Encrypt and decrypt data using ChaCha20-Poly1305 — the modern AEAD cipher used in TLS 1.3 and WireGuard

How to Use ChaCha20 Encrypt/Decrypt

1. Enter or generate a 256-bit key (32 bytes) in hexadecimal format
2. Enter or generate a 96-bit nonce (12 bytes) in hexadecimal format. Optionally add Associated Data for AEAD
3. Choose Encrypt or Decrypt, enter your data, select the output format, and click the action button

Frequently Asked Questions

Is ChaCha20-Poly1305 secure?

Yes. ChaCha20-Poly1305 is a modern AEAD cipher designed by Daniel J. Bernstein. It is used in TLS 1.3, WireGuard VPN, and SSH. It provides both authenticated encryption and integrity verification.

Does my data leave my device?

No. All encryption and decryption operations happen entirely in your browser. No data is ever sent to any server.
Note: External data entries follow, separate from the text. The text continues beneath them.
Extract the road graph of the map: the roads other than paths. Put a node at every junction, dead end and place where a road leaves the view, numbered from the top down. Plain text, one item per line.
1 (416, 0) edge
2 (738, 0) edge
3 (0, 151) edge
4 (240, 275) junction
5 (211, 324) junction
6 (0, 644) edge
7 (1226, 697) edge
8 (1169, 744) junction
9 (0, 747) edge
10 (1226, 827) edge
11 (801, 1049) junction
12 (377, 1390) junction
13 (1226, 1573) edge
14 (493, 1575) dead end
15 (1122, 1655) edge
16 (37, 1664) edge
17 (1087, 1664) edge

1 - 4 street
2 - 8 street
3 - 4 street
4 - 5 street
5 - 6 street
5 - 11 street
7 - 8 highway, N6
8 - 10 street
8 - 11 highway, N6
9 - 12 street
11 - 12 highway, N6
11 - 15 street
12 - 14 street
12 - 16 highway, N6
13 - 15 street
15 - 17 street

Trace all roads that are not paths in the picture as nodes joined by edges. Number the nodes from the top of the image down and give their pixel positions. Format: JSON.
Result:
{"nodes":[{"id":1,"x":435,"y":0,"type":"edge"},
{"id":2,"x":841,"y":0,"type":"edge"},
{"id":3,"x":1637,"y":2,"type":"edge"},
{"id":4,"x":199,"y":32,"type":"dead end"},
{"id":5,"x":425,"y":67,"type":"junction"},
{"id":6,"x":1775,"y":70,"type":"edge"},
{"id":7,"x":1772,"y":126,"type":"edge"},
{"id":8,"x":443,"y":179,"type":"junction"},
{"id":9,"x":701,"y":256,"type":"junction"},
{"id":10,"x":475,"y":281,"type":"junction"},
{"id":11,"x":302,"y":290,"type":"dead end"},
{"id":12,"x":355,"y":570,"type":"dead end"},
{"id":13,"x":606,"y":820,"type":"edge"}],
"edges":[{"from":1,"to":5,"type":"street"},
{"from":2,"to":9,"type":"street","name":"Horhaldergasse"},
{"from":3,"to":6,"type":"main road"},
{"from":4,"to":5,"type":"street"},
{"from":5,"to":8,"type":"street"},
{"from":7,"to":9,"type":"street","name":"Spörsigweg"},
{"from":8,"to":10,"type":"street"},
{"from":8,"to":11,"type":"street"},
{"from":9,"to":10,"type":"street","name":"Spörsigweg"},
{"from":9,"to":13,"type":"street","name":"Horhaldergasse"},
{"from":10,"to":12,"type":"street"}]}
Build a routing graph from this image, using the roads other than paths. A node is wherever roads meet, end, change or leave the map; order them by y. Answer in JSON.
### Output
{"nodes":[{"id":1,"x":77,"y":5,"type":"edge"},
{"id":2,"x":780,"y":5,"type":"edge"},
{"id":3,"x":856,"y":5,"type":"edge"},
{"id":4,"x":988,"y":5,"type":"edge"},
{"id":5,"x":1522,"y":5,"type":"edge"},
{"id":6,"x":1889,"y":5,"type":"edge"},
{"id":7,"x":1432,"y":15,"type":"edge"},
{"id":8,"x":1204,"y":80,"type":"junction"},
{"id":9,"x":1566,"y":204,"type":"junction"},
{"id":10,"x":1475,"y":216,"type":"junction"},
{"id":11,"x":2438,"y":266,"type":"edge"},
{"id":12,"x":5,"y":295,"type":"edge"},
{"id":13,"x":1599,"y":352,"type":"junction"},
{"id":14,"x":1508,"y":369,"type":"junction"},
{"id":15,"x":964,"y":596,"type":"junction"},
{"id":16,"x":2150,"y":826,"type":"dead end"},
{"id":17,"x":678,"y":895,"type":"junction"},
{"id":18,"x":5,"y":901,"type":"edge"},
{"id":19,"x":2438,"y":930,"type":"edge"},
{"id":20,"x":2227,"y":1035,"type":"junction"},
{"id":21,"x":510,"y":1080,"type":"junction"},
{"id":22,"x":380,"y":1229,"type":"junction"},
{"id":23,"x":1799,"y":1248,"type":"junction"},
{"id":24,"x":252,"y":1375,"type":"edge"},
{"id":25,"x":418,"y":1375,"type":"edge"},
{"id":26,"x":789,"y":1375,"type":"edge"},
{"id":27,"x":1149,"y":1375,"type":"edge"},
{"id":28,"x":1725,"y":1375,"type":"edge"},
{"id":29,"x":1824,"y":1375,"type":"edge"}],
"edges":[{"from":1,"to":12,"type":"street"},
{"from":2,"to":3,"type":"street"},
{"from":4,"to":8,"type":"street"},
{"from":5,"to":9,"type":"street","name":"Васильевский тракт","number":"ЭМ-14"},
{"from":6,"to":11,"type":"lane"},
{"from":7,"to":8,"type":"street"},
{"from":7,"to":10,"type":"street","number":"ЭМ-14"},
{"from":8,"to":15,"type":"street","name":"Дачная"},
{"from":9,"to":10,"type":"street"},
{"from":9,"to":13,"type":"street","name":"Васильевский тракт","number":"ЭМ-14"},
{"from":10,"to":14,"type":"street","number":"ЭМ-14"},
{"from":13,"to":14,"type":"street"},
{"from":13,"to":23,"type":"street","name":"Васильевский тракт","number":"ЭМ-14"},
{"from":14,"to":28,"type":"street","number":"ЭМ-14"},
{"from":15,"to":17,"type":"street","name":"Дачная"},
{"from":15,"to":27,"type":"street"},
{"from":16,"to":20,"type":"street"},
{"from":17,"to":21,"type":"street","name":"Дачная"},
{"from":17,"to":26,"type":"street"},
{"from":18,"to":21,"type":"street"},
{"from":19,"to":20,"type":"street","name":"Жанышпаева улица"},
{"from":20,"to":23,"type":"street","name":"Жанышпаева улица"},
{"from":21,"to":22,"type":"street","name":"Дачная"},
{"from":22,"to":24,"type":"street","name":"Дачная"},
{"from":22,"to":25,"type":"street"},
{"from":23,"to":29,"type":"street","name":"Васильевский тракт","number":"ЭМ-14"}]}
The key, nonce, and plaintext remain on your device at all times.

Why must the nonce never be reused with the same key?

Reusing a nonce with the same key breaks the security guarantees of ChaCha20-Poly1305. An attacker who observes two messages encrypted with the same key and nonce can recover the authentication key and forge messages. Always generate a fresh random nonce for each encryption.